Gebäude der Bühnen am Kölner Offenbachplatz

Köln – Im Zusammenhang mit dem wahrscheinlichen Verlust von 15 Millionen Euro durch eine Geldanlage der Bühnen bei der mittlerweile insolventen Greensill Bank zeigt sich eine Schwachstelle des städtischen Geldmanagements. Denn anders als etwa in München, Frankfurt und Düsseldorf gibt es in Köln für die kommunalen Eigenbetriebe keine Richtlinien für die Anlage von Vermögen.

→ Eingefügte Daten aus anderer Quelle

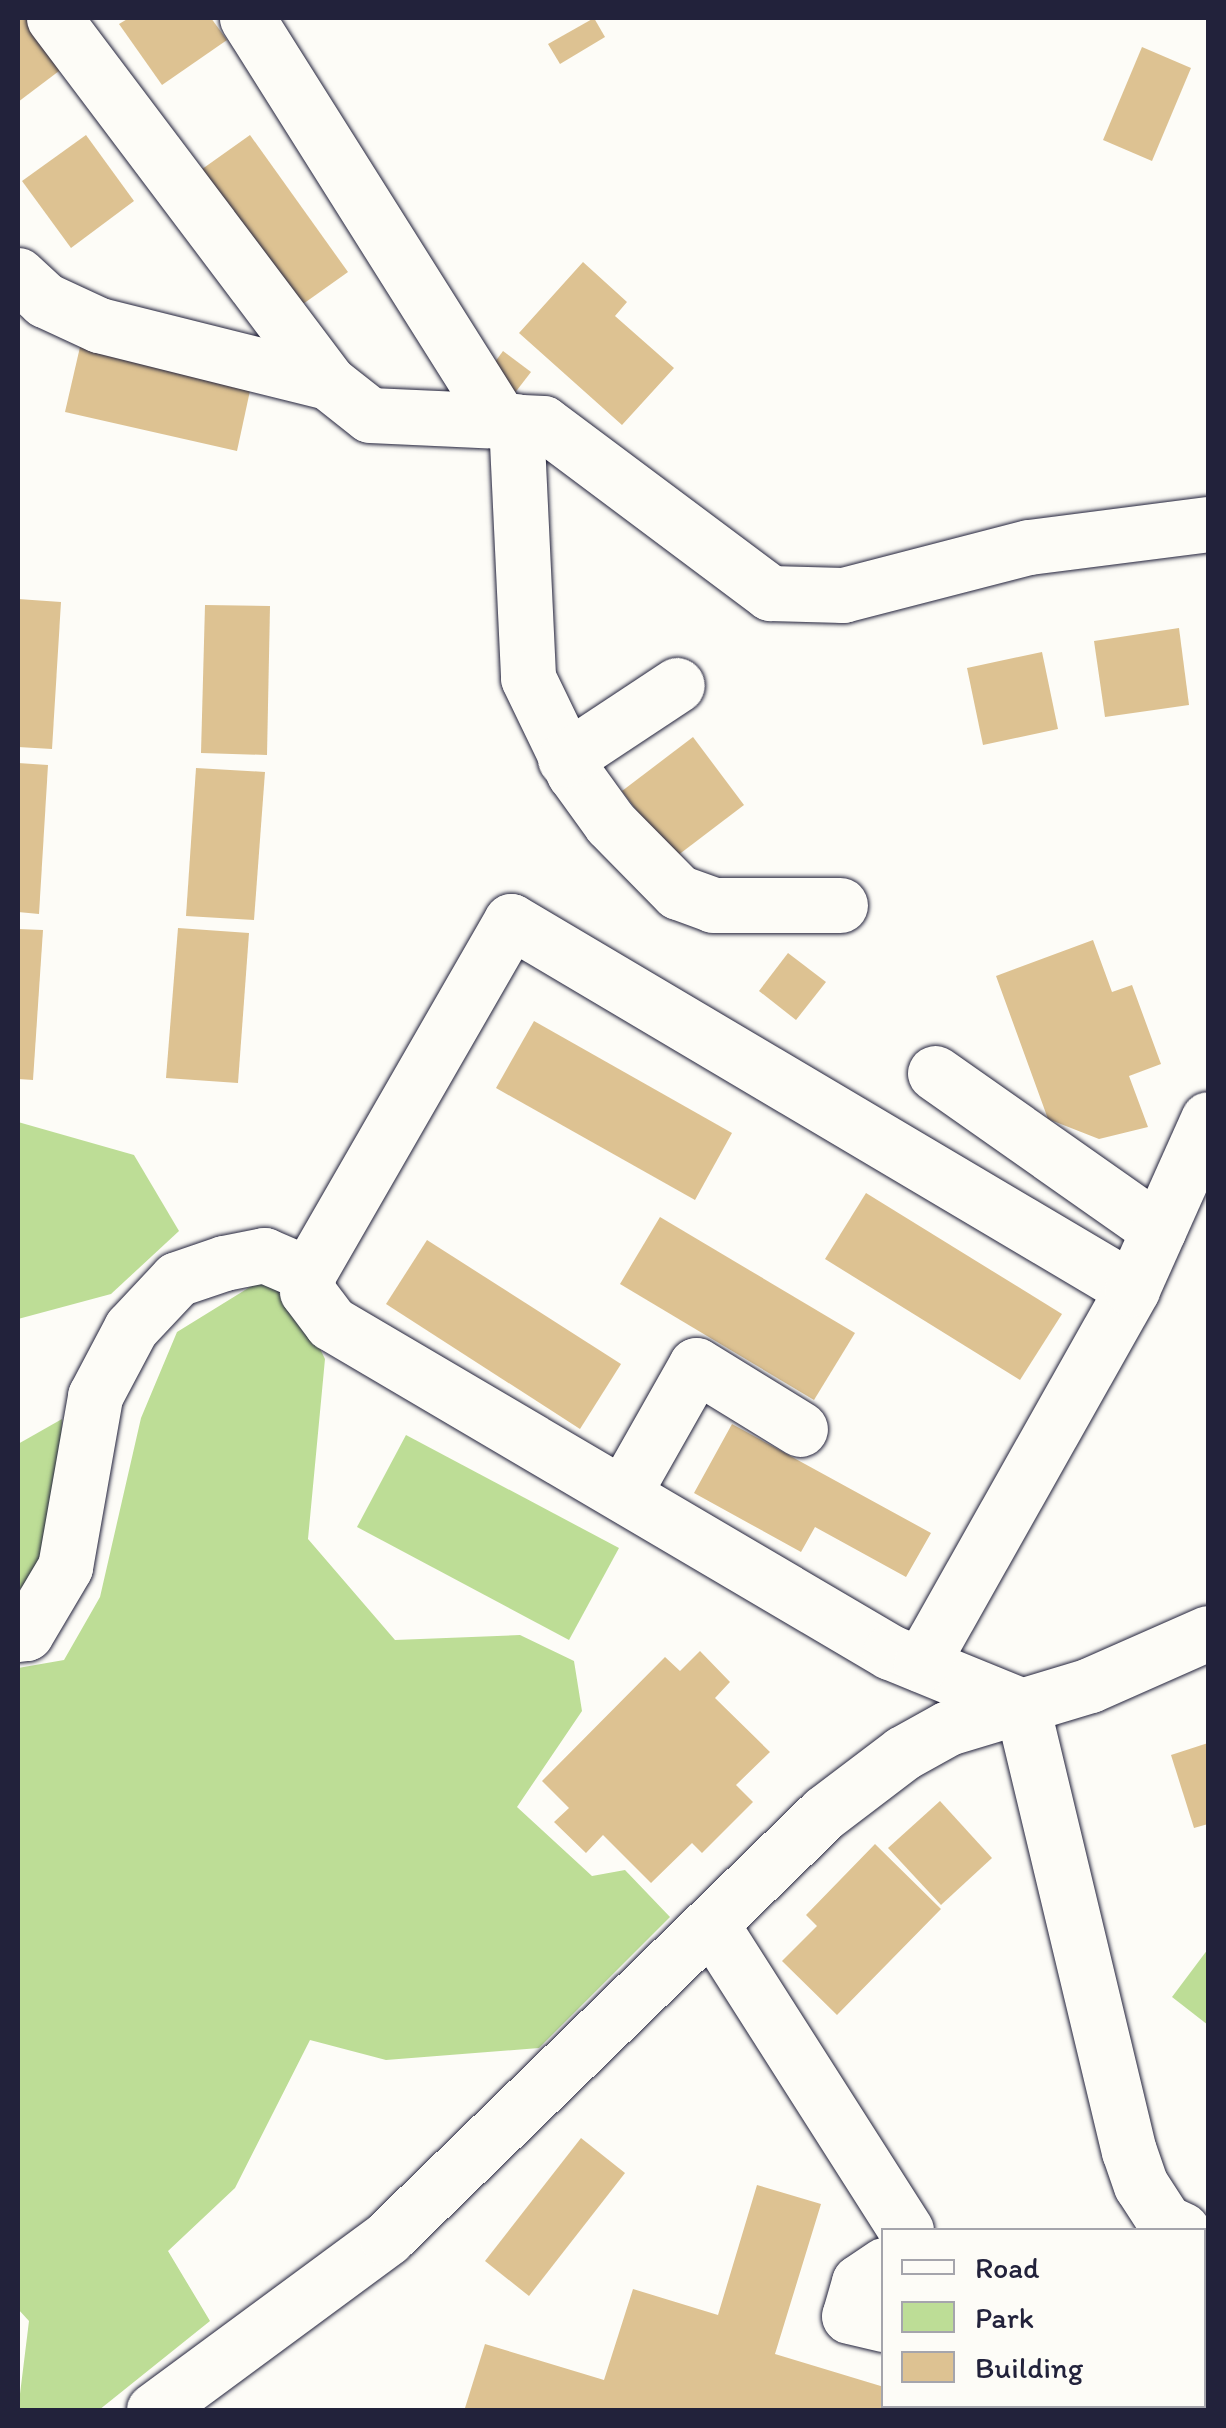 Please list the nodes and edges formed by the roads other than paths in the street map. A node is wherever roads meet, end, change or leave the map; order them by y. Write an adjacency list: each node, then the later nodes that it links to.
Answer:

Die Bühnen und auch die Gebäudewirtschaft können selber entscheiden, bei wem sie aktuell nicht benötigte Beträge verwahren. Besondere ethische Vorgaben und Risikoregeln, wie sie für herkömmliche Ämter gelten, brauchen sie dabei nicht zu beachten. Ansonsten wäre es nicht zulässig gewesen, dass Bühnen-Finanzchef Patrick Wasserbauer zeitglich mit dem Greensill-Geschäft rund 35 Millionen Euro bei der Bank of China parkt.

Die Gelegenheit wurde 2020 versäumt

Im vorigen Juni hat der Rat die seit 2004 bestehenden Anlagerichtlinien für die Stadt Köln überarbeitet. Zu dem Zeitpunkt kam niemand auf die Idee, die Regeln auf die ebenfalls mit Steuermillionen finanzierten Bühnen sowie ähnlich organisierte Betriebe der Verwaltung auszuweiten.

Alles zum Thema Bernd Petelkau

Ebenso wie Kämmerin Dörte Diemert richteten die Politiker ihren Blick verstärkt auf „die soziale und ökologische Gemeinwohlorientierung“ der Kapitalanlagen. Die zu wahren, bedürfe gerade vor dem Hintergrund des vom Rat beschlossenen „Klimanotstands“ höherer Aufmerksamkeit, hieß es in einem Papier der Kämmerin.

Das Geld aus der Stadtkasse soll beispielsweise keinen Unternehmen zugutekommen, die Waffen herstellen. Ebenfalls untersagt sind Anlagen in Staaten, die sich dem Pariser Klimaabkommen versperren, „grundlegende Menschenrechte“ nicht gewährleisten oder Korruption dulden.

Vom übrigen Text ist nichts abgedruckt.